Streetsblog: Hundreds of Activists Rally for More Space on the Queensboro Bridge — And DOT Agrees!
Hundreds of protesters took over the south outer roadway of the Queensboro Bridge to demand a dedicated lane for pedestrians so that walkers in both directions don’t have to share a single path with two-way cyclists — and the Department of Transportation said it agrees with the demand.
But … it still can’t happen until 2022.
At the rally, politicians including Council Members Jimmy Van Bramer and Ben Kallos — whose districts are connected by the fabled span — and State Senators Jessica Ramos and Mike Gianaris made the same demands that activists and pols have been making for years: That booming bike and pedestrian use of the bridge — coupled with declining driving — made it essential to convert the southernmost car lane (which is conveniently already separated from other car lanes on the bridge) into a pedestrian-only lane. Cyclists would then split the north outer roadway.
“We don’t need the money to do this,” said Van Bramer, who, with Kallos, has promised to fund the security fencing that the DOT says it must construct. “We need the political will.”
In a statement, the DOT agreed with Van Bramer.
“We couldn’t agree more: adding bike and pedestrian capacity to our bridges is a great idea,” said agency spokesman Brian Zumhagen. “We’re completing urgent safety upgrades to the Queensboro Bridge, a 100-plus-year-old structure, and we need extra lane capacity to get it done. We also have to evaluate every project in the context of our historic budget crisis. But conversations are ongoing on moving this project forward, and we’re grateful for the community’s enthusiasm for it.”
That full-throated endorsement is more of a sore-throated kind: the repair work on the Queensboro Bridge won’t be finished until 2022, as DOT has said. But the agency has also been caught making other excuses that have contradicted previous explanations for why the additional space could not be made, as Streetsblog has reported.

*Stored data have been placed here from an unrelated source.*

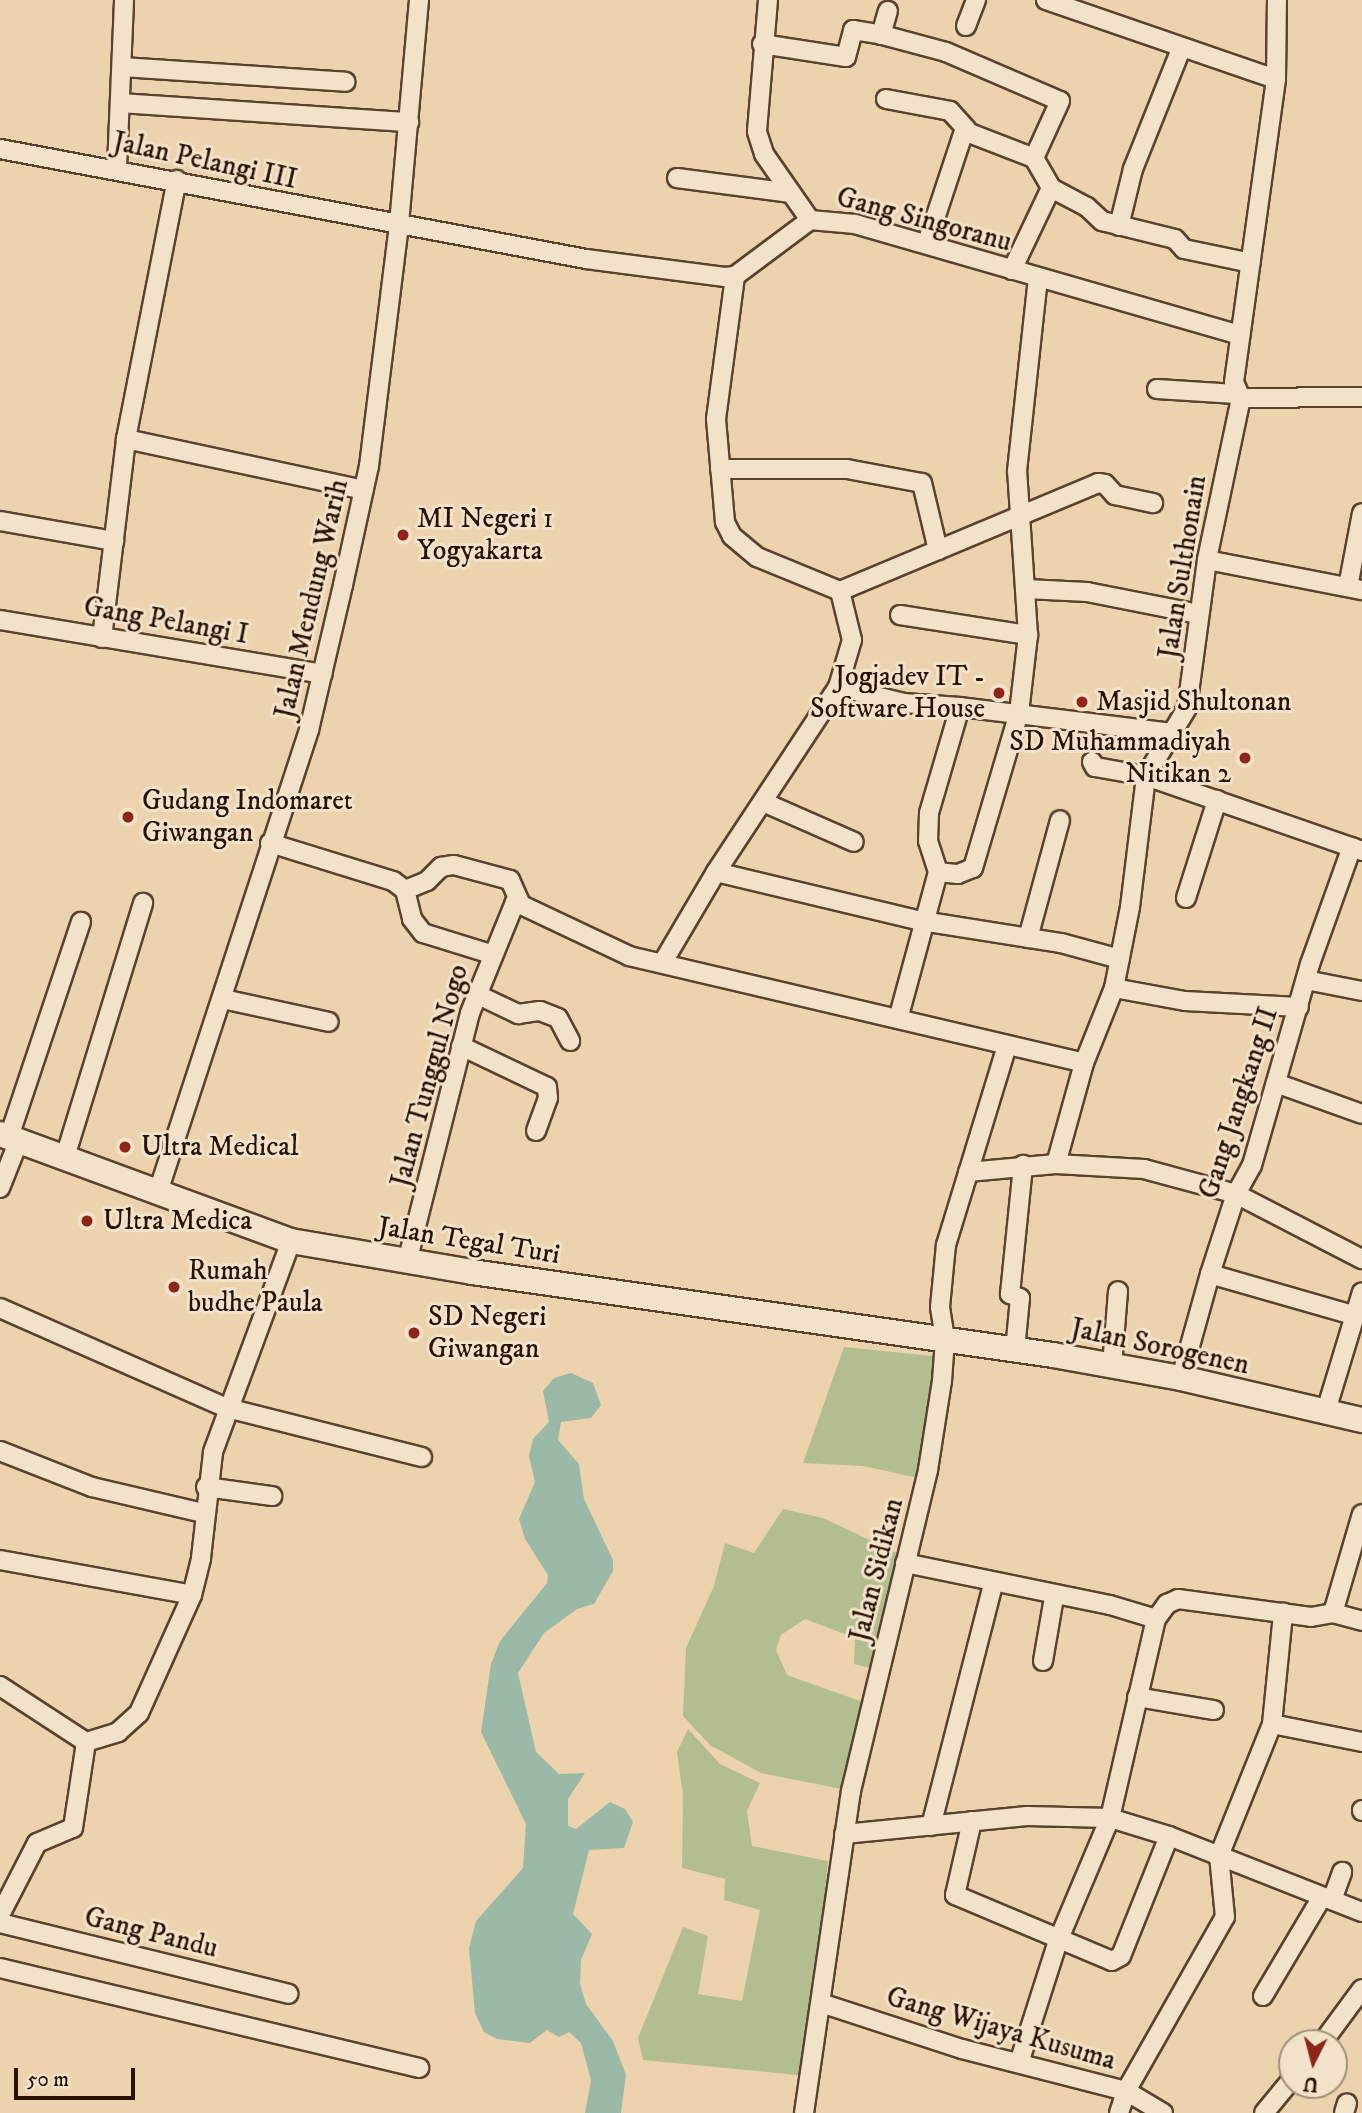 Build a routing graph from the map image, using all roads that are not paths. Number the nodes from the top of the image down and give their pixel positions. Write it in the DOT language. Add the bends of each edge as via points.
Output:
graph roads {
  1 [pos="124,0"];
  2 [pos="419,0"];
  3 [pos="768,0"];
  4 [pos="976,0"];
  5 [pos="1046,0"];
  6 [pos="1275,0"];
  7 [pos="888,11"];
  8 [pos="966,26"];
  9 [pos="881,35"];
  10 [pos="762,44"];
  11 [pos="1181,49"];
  12 [pos="121,67"];
  13 [pos="1276,79"];
  14 [pos="345,82"];
  15 [pos="886,99"];
  16 [pos="120,103"];
  17 [pos="409,122"];
  18 [pos="967,130"];
  19 [pos="0,149"];
  20 [pos="1034,158"];
  21 [pos="117,168"];
  22 [pos="677,178"];
  23 [pos="177,180"];
  24 [pos="1051,188"];
  25 [pos="791,193"];
  26 [pos="810,220"];
  27 [pos="399,223"];
  28 [pos="1119,226"];
  29 [pos="927,243"];
  30 [pos="1251,263"];
  31 [pos="1012,270"];
  32 [pos="735,276"];
  33 [pos="1038,279"];
  34 [pos="1240,335"];
  35 [pos="1157,389"];
  36 [pos="1238,396"];
  37 [pos="1362,397"];
  38 [pos="126,439"];
  39 [pos="720,469"];
  40 [pos="364,490"];
  41 [pos="1153,503"];
  42 [pos="1019,512"];
  43 [pos="1362,513"];
  44 [pos="0,521"];
  45 [pos="114,541"];
  46 [pos="938,550"];
  47 [pos="1207,560"];
  48 [pos="1026,589"];
  49 [pos="1355,589"];
  50 [pos="840,591"];
  51 [pos="1198,614"];
  52 [pos="900,615"];
  53 [pos="0,620"];
  54 [pos="1028,635"];
  55 [pos="102,638"];
  56 [pos="323,674"];
  57 [pos="838,687"];
  58 [pos="960,707"];
  59 [pos="1019,713"];
  60 [pos="1173,733"];
  61 [pos="1092,762"];
  62 [pos="1146,776"];
  63 [pos="1217,800"];
  64 [pos="763,802"];
  65 [pos="1060,820"];
  66 [pos="854,842"];
  67 [pos="270,843"];
  68 [pos="1357,849"];
  69 [pos="716,872"];
  70 [pos="938,872"];
  71 [pos="404,890"];
  72 [pos="1186,898"];
  73 [pos="520,902"];
  74 [pos="143,903"];
  75 [pos="922,920"];
  76 [pos="81,922"];
  77 [pos="1028,938"];
  78 [pos="491,954"];
  79 [pos="1120,959"];
  80 [pos="663,962"];
  81 [pos="1306,980"];
  82 [pos="1114,988"];
  83 [pos="1362,991"];
  84 [pos="476,994"];
  85 [pos="223,999"];
  86 [pos="1299,1007"];
  87 [pos="898,1018"];
  88 [pos="329,1022"];
  89 [pos="570,1041"];
  90 [pos="1007,1045"];
  91 [pos="461,1046"];
  92 [pos="1084,1063"];
  93 [pos="1276,1083"];
  94 [pos="1362,1114"];
  95 [pos="536,1131"];
  96 [pos="9,1137"];
  97 [pos="65,1157"];
  98 [pos="1056,1164"];
  99 [pos="1023,1165"];
  100 [pos="968,1172"];
  101 [pos="0,1188"];
  102 [pos="159,1189"];
  103 [pos="1236,1194"];
  104 [pos="291,1241"];
  105 [pos="1362,1259"];
  106 [pos="407,1262"];
  107 [pos="1210,1274"];
  108 [pos="1118,1291"];
  109 [pos="1362,1292"];
  110 [pos="0,1308"];
  111 [pos="1353,1315"];
  112 [pos="945,1339"];
  113 [pos="1015,1350"];
  114 [pos="1112,1366"];
  115 [pos="1181,1378"];
  116 [pos="227,1408"];
  117 [pos="1325,1414"];
  118 [pos="1362,1420"];
  119 [pos="0,1451"];
  120 [pos="422,1457"];
  121 [pos="206,1486"];
  122 [pos="272,1496"];
  123 [pos="203,1513"];
  124 [pos="1362,1514"];
  125 [pos="0,1560"];
  126 [pos="905,1563"];
  127 [pos="993,1584"];
  128 [pos="192,1595"];
  129 [pos="1054,1597"];
  130 [pos="1283,1613"];
  131 [pos="1333,1613"];
  132 [pos="1156,1619"];
  133 [pos="1362,1621"];
  134 [pos="1043,1661"];
  135 [pos="0,1686"];
  136 [pos="1137,1697"];
  137 [pos="1214,1710"];
  138 [pos="1272,1724"];
  139 [pos="86,1742"];
  140 [pos="1362,1742"];
  141 [pos="1110,1818"];
  142 [pos="972,1821"];
  143 [pos="931,1826"];
  144 [pos="844,1834"];
  145 [pos="1169,1836"];
  146 [pos="1219,1856"];
  147 [pos="1342,1872"];
  148 [pos="1327,1898"];
  149 [pos="1362,1912"];
  150 [pos="0,1915"];
  151 [pos="0,1923"];
  152 [pos="1058,1941"];
  153 [pos="0,1968"];
  154 [pos="1362,1989"];
  155 [pos="288,1994"];
  156 [pos="1263,1996"];
  157 [pos="821,2003"];
  158 [pos="1332,2029"];
  159 [pos="1020,2063"];
  160 [pos="419,2068"];
  161 [pos="1126,2091"];
  162 [pos="1278,2096"];
  163 [pos="804,2113"];
  164 [pos="1119,2113"];
  165 [pos="1163,2113"];
  166 [pos="1264,2113"];
  1 -- 12 [label="street"];
  2 -- 17 [label="street, Jalan Mendung Warih"];
  3 -- 10 [label="street"];
  4 -- 8 [label="street"];
  5 -- 11 [label="street"];
  6 -- 13 [label="street, Jalan Sulthonain"];
  7 -- 9 [label="street"];
  9 -- 10 [label="street" via="853,30 846,57"];
  9 -- 20 [label="street" via="946,52 1060,101"];
  10 -- 25 [label="street" via="757,132 764,154"];
  11 -- 13 [label="street"];
  11 -- 28 [label="street" via="1133,169"];
  12 -- 14 [label="street"];
  12 -- 16 [label="street"];
  13 -- 30 [label="street, Jalan Sulthonain"];
  15 -- 18 [label="street" via="950,111"];
  16 -- 17 [label="street"];
  16 -- 21 [label="street"];
  17 -- 27 [label="street, Jalan Mendung Warih"];
  18 -- 20 [label="street"];
  18 -- 29 [label="street"];
  19 -- 21 [label="street, Jalan Pelangi III"];
  20 -- 24 [label="street"];
  21 -- 23 [label="street, Jalan Pelangi III"];
  22 -- 25 [label="street"];
  23 -- 27 [label="street, Jalan Pelangi III"];
  23 -- 38 [label="street"];
  24 -- 28 [label="street" via="1087,207 1102,222"];
  24 -- 31 [label="street"];
  25 -- 26 [label="street"];
  26 -- 29 [label="street, Gang Singoranu" via="855,224"];
  26 -- 32 [label="street, Gang Singoranu"];
  27 -- 32 [label="street" via="586,259"];
  27 -- 40 [label="street, Jalan Mendung Warih"];
  28 -- 30 [label="street" via="1175,239 1184,249"];
  29 -- 31 [label="street, Gang Singoranu"];
  30 -- 34 [label="street, Jalan Sulthonain"];
  31 -- 33 [label="street, Gang Singoranu"];
  32 -- 39 [label="street" via="716,419"];
  33 -- 34 [label="street, Gang Singoranu"];
  33 -- 42 [label="street" via="1017,471"];
  34 -- 36 [label="street, Jalan Sulthonain"];
  35 -- 36 [label="street"];
  36 -- 37 [label="street"];
  36 -- 47 [label="street, Jalan Sulthonain"];
  38 -- 40 [label="street"];
  38 -- 45 [label="street"];
  39 -- 46 [label="street" via="847,469 922,483"];
  39 -- 50 [label="street" via="721,500 732,536 757,557"];
  40 -- 56 [label="street, Jalan Mendung Warih"];
  41 -- 42 [label="street" via="1115,495 1103,482"];
  42 -- 46 [label="street"];
  42 -- 48 [label="street"];
  43 -- 49 [label="street"];
  44 -- 45 [label="street"];
  45 -- 55 [label="street"];
  46 -- 50 [label="street"];
  47 -- 49 [label="street"];
  47 -- 51 [label="street, Jalan Sulthonain"];
  48 -- 51 [label="street" via="1087,592"];
  48 -- 54 [label="street"];
  50 -- 57 [label="street" via="852,640"];
  51 -- 60 [label="street, Jalan Sulthonain" via="1187,708"];
  52 -- 54 [label="street"];
  53 -- 55 [label="street, Gang Pelangi I"];
  54 -- 59 [label="street"];
  55 -- 56 [label="street, Gang Pelangi I"];
  56 -- 67 [label="street, Jalan Mendung Warih"];
  57 -- 58 [label="street" via="904,703"];
  57 -- 64 [label="street"];
  58 -- 59 [label="street"];
  58 -- 70 [label="street" via="952,748 929,813 928,841"];
  59 -- 60 [label="street"];
  59 -- 70 [label="street" via="973,868 958,874"];
  60 -- 62 [label="street, Jalan Sulthonain"];
  61 -- 62 [label="street" via="1095,767"];
  62 -- 63 [label="street"];
  62 -- 79 [label="street"];
  63 -- 68 [label="street"];
  63 -- 72 [label="street"];
  64 -- 66 [label="street"];
  64 -- 69 [label="street"];
  65 -- 77 [label="street"];
  67 -- 71 [label="street" via="393,881"];
  67 -- 85 [label="street, Jalan Mendung Warih"];
  68 -- 81 [label="street, Gang Jangkang II"];
  69 -- 75 [label="street"];
  69 -- 80 [label="street"];
  70 -- 75 [label="street"];
  71 -- 73 [label="street" via="454,864 510,880"];
  71 -- 78 [label="street" via="412,919 424,933"];
  73 -- 78 [label="street, Jalan Tunggul Nogo" via="510,905"];
  73 -- 80 [label="street" via="622,954"];
  74 -- 97 [label="street"];
  75 -- 77 [label="street"];
  75 -- 87 [label="street"];
  76 -- 96 [label="street"];
  77 -- 79 [label="street"];
  78 -- 84 [label="street, Jalan Tunggul Nogo"];
  79 -- 82 [label="street"];
  80 -- 87 [label="street"];
  81 -- 83 [label="street"];
  81 -- 86 [label="street, Gang Jangkang II"];
  82 -- 86 [label="street" via="1185,1001"];
  82 -- 92 [label="street"];
  84 -- 89 [label="street" via="517,1014 540,1011 558,1018"];
  84 -- 91 [label="street, Jalan Tunggul Nogo"];
  85 -- 88 [label="street"];
  85 -- 102 [label="street, Jalan Mendung Warih"];
  86 -- 93 [label="street, Gang Jangkang II"];
  87 -- 90 [label="street"];
  90 -- 92 [label="street"];
  90 -- 100 [label="street, Jalan Sidikan"];
  91 -- 95 [label="street" via="547,1087 548,1098"];
  91 -- 106 [label="street, Jalan Tunggul Nogo" via="445,1099 441,1142"];
  92 -- 98 [label="street"];
  93 -- 94 [label="street"];
  93 -- 103 [label="street, Gang Jangkang II" via="1252,1165"];
  96 -- 97 [label="main road, Jalan Tegal Turi"];
  96 -- 101 [label="street"];
  97 -- 102 [label="main road, Jalan Tegal Turi"];
  98 -- 99 [label="street"];
  98 -- 103 [label="street" via="1144,1170"];
  99 -- 100 [label="street"];
  99 -- 113 [label="street" via="1010,1294 1020,1297"];
  100 -- 112 [label="street, Jalan Sidikan" via="946,1245 940,1307"];
  102 -- 104 [label="main road, Jalan Tegal Turi"];
  103 -- 105 [label="street"];
  103 -- 107 [label="street, Gang Jangkang II"];
  104 -- 106 [label="main road, Jalan Tegal Turi"];
  104 -- 116 [label="street"];
  106 -- 112 [label="main road, Jalan Tegal Turi"];
  107 -- 111 [label="street"];
  107 -- 115 [label="street, Gang Jangkang II"];
  108 -- 114 [label="street"];
  109 -- 111 [label="street"];
  110 -- 116 [label="street"];
  111 -- 117 [label="street"];
  112 -- 113 [label="main road, Jalan Sorogenen"];
  112 -- 126 [label="street, Jalan Sidikan" via="928,1470"];
  113 -- 114 [label="main road, Jalan Sorogenen"];
  114 -- 115 [label="main road, Jalan Sorogenen"];
  115 -- 117 [label="main road, Jalan Sorogenen"];
  116 -- 120 [label="street"];
  116 -- 121 [label="street"];
  117 -- 118 [label="main road, Jalan Sorogenen"];
  119 -- 123 [label="street" via="92,1487"];
  121 -- 122 [label="street"];
  121 -- 123 [label="street"];
  123 -- 128 [label="street" via="201,1558"];
  124 -- 131 [label="street"];
  125 -- 128 [label="street"];
  126 -- 127 [label="street"];
  126 -- 144 [label="street, Jalan Sidikan"];
  127 -- 129 [label="street"];
  127 -- 143 [label="street"];
  128 -- 139 [label="street" via="136,1718 118,1732"];
  129 -- 132 [label="street" via="1110,1605"];
  129 -- 134 [label="street"];
  130 -- 131 [label="street" via="1311,1617"];
  130 -- 132 [label="street" via="1178,1600 1167,1604"];
  130 -- 138 [label="street"];
  131 -- 133 [label="street"];
  132 -- 136 [label="street"];
  135 -- 139 [label="street"];
  136 -- 137 [label="street"];
  136 -- 141 [label="street"];
  138 -- 140 [label="street"];
  138 -- 146 [label="street"];
  139 -- 150 [label="street" via="72,1828 37,1843"];
  141 -- 142 [label="street"];
  141 -- 145 [label="street"];
  141 -- 152 [label="street"];
  142 -- 143 [label="street"];
  142 -- 152 [label="street" via="954,1894"];
  143 -- 144 [label="street"];
  144 -- 157 [label="street, Jalan Sidikan"];
  145 -- 146 [label="street"];
  145 -- 152 [label="street" via="1120,1959 1109,1960"];
  146 -- 148 [label="street"];
  146 -- 161 [label="street" via="1225,1917"];
  147 -- 148 [label="street"];
  148 -- 149 [label="street"];
  148 -- 156 [label="street"];
  151 -- 155 [label="street, Gang Pandu"];
  152 -- 159 [label="street"];
  153 -- 160 [label="street"];
  154 -- 158 [label="street"];
  157 -- 159 [label="street, Gang Wijaya Kusuma" via="965,2040"];
  157 -- 163 [label="street, Jalan Sidikan"];
  159 -- 161 [label="street, Gang Wijaya Kusuma"];
  161 -- 164 [label="street"];
  161 -- 165 [label="street, Gang Wijaya Kusuma"];
  162 -- 166 [label="street"];
}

As a result, the bridge configuration will remain nine lanes for automobile traffic, one-half lane for pedestrians and one-half lane for cyclists. That formula was mocked in one protester’s sign (right).
After the speeches, scores of pedestrians walked over the bridge, enjoying, for the first time since the roadway was seized from pedestrians for cars in the 1990s, spectacular views of Manhattan and booming Long Island City.

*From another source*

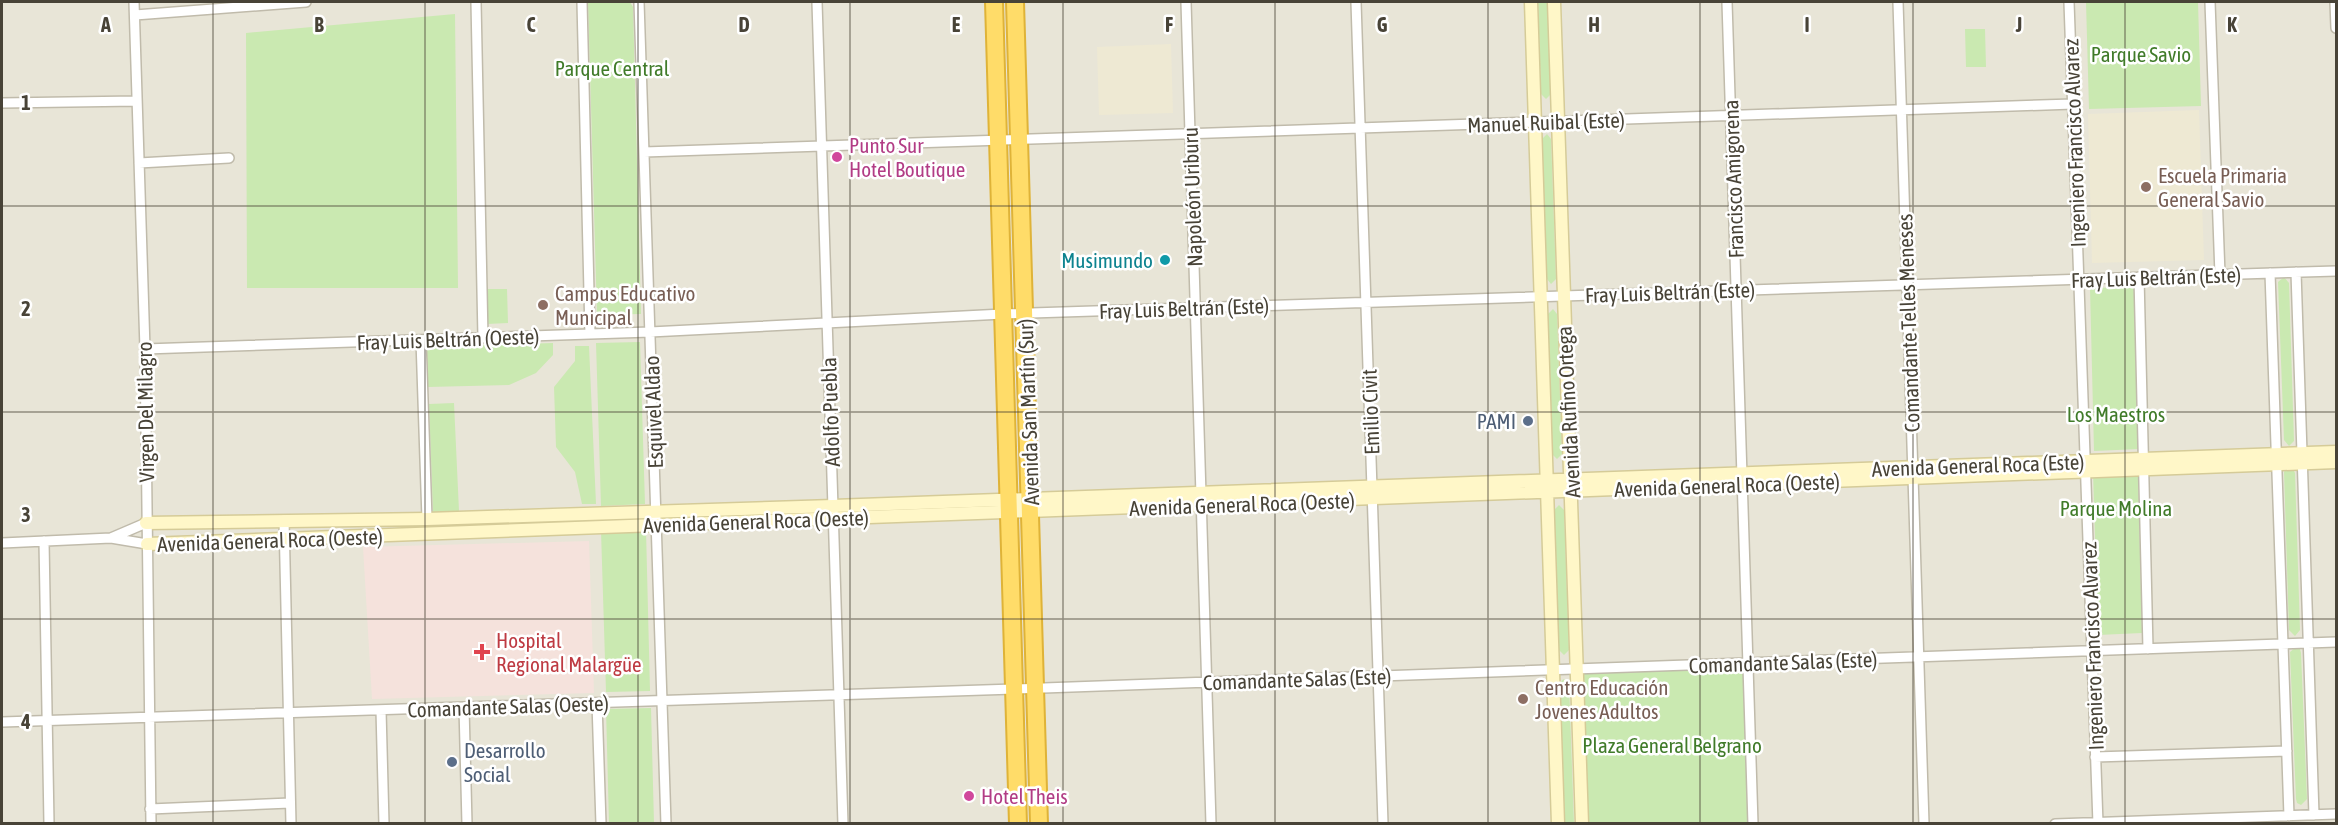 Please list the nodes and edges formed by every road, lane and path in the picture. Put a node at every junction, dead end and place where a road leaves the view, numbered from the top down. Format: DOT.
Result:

Meanwhile, on the north outer roadway, conditions continued to be dangerous and unnerving for all users. The roadway — a single car lane — has since 2000 been serving as the lone route for cyclists and pedestrians. But the narrow pathway has become a victim of the city’s own Vision Zero strategy of encouraging cycling and walking, former city transportation official Jon Orcutt ruefully pointed out.
“The bike boom is a fulfillment of years of city policy, but when it happened during the coronavirus, the city wasn’t ready” with more safety infrastructure, said Orcutt, who was one of two members of the so-called QB6 — six protesters who got arrested in 1990 at a similar rally to create more space on the bridge — on hand on Sunday. Charles Komanoff also attended and spoke about how basic transport is an essential equity issue.
At the time Komanoff and Orcutt were arrested, the rallying cry was “Just One Lane,” Orcutt reminded. “Now, it’s ‘One More Lane!'”
Conditions on the north outer roadway have not improved, though one person on Twitter noticed that the DOT prepared for the rally by at least painting new symbols for bikes and pedestrians on the roadway. But the new paint only underscored the danger of the roadway: it’s so narrow that even the silhouettes indicating where cyclists should go are crashing into each other.
The pedestrian experience on the north outer roadway is terrible and dangerous. Cyclists pass within inches of walkers, as the two-way bike path and two-way footpath share a single lane.